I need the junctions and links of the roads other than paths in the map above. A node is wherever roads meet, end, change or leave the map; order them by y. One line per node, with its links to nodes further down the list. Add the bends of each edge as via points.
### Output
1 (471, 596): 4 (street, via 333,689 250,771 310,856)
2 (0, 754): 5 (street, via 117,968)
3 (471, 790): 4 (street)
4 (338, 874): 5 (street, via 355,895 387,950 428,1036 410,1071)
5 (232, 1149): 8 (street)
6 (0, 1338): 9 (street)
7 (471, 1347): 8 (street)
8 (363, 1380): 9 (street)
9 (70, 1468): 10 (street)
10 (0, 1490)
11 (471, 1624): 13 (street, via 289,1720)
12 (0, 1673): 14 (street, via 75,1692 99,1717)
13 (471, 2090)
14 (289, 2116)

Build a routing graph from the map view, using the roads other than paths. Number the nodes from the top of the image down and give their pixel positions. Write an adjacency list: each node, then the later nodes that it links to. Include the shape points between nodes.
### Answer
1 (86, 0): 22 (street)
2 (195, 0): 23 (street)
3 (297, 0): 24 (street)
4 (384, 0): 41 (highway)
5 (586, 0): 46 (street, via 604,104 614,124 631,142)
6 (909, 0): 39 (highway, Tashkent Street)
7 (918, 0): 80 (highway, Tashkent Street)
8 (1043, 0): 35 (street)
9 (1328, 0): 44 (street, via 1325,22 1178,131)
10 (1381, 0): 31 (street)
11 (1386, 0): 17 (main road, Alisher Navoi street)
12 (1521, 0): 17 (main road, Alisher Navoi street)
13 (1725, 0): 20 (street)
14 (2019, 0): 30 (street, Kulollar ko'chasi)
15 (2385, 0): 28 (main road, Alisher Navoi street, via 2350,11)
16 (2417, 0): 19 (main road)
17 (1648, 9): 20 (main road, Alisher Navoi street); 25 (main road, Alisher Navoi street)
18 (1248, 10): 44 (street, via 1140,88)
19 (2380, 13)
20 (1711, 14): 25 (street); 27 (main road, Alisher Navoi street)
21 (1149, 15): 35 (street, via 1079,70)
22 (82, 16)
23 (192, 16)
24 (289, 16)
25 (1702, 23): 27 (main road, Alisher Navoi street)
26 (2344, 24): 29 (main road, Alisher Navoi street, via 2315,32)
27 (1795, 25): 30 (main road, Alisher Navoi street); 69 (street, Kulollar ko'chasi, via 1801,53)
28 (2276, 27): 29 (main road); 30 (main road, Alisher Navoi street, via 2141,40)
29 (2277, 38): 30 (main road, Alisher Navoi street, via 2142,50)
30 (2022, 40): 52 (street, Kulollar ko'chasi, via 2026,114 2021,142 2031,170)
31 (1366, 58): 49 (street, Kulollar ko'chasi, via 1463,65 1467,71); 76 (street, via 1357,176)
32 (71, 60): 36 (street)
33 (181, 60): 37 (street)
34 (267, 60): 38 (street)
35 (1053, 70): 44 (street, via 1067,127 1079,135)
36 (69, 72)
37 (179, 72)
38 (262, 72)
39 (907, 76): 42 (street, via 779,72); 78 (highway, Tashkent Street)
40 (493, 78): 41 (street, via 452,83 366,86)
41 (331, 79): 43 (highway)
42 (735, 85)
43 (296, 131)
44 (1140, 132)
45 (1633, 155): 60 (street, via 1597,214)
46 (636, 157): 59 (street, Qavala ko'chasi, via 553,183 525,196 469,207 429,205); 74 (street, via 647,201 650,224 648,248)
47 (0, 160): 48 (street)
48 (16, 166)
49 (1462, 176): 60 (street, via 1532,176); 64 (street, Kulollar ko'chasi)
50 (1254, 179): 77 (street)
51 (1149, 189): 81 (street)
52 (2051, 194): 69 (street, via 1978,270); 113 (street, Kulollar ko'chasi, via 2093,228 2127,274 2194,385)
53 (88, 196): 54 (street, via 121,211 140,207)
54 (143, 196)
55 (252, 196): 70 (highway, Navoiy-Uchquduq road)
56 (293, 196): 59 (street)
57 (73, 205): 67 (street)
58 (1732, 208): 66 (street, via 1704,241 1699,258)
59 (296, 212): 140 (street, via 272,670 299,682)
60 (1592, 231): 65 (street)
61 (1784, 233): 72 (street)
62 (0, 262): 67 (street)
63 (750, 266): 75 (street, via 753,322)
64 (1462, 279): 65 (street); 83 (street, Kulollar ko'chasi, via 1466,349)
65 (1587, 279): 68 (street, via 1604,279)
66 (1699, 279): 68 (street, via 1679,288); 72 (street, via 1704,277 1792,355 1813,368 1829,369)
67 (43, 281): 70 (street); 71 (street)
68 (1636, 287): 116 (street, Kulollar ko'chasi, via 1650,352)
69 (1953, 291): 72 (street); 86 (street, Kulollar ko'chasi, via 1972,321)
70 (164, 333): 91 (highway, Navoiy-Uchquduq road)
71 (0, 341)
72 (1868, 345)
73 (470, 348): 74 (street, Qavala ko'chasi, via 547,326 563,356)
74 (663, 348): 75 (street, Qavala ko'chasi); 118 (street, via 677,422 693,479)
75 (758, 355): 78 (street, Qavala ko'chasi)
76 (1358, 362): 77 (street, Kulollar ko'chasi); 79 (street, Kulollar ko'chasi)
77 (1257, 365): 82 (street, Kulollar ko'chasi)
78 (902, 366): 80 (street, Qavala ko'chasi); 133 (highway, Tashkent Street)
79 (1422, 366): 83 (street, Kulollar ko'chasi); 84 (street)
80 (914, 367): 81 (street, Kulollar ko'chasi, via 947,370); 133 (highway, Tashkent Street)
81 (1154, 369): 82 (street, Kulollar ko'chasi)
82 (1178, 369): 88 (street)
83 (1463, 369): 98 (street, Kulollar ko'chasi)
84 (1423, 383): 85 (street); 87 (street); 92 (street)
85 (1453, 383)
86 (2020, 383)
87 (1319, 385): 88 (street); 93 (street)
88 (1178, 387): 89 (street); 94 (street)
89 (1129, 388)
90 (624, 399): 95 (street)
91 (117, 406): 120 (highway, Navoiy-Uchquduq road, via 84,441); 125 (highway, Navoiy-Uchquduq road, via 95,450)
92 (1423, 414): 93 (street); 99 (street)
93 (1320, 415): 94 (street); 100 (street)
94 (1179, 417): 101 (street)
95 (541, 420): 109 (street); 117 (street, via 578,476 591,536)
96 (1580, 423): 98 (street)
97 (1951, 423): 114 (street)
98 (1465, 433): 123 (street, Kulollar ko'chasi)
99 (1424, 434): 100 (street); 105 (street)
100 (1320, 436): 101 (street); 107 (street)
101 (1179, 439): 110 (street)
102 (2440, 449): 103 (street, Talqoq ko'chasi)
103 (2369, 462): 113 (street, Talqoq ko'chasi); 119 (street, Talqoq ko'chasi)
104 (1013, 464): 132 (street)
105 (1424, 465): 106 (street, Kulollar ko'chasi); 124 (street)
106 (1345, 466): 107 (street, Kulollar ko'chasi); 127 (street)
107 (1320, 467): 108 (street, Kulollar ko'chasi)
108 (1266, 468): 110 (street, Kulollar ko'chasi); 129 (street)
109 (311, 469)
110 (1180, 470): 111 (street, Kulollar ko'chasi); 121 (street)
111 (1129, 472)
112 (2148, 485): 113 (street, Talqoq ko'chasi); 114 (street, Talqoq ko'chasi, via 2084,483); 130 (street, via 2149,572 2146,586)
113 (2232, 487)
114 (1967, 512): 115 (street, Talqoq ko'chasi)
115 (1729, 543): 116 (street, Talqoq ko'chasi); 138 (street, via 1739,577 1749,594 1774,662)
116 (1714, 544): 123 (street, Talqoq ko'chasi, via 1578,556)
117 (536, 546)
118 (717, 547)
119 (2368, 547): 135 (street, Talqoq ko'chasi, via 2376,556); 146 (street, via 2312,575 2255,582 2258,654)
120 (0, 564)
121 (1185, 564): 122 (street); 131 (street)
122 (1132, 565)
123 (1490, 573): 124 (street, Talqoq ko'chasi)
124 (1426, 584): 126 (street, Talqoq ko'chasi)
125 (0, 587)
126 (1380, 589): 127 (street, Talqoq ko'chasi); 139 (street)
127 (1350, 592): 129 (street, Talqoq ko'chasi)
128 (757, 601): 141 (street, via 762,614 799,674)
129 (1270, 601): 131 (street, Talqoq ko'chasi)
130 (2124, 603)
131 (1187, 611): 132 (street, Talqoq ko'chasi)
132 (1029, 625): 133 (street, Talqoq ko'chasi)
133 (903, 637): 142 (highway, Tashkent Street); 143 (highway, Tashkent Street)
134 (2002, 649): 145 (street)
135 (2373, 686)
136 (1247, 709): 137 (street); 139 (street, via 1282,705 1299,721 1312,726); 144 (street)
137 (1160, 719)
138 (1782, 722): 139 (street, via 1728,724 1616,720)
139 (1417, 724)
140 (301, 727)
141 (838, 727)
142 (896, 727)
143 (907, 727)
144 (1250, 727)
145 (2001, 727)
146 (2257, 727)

****

• [Task item]: Search the records above for the string "Uchquduq". Report each line that has it.

• [Output of the exercise]:
55 (252, 196): 70 (highway, Navoiy-Uchquduq road)
70 (164, 333): 91 (highway, Navoiy-Uchquduq road)
91 (117, 406): 120 (highway, Navoiy-Uchquduq road, via 84,441); 125 (highway, Navoiy-Uchquduq road, via 95,450)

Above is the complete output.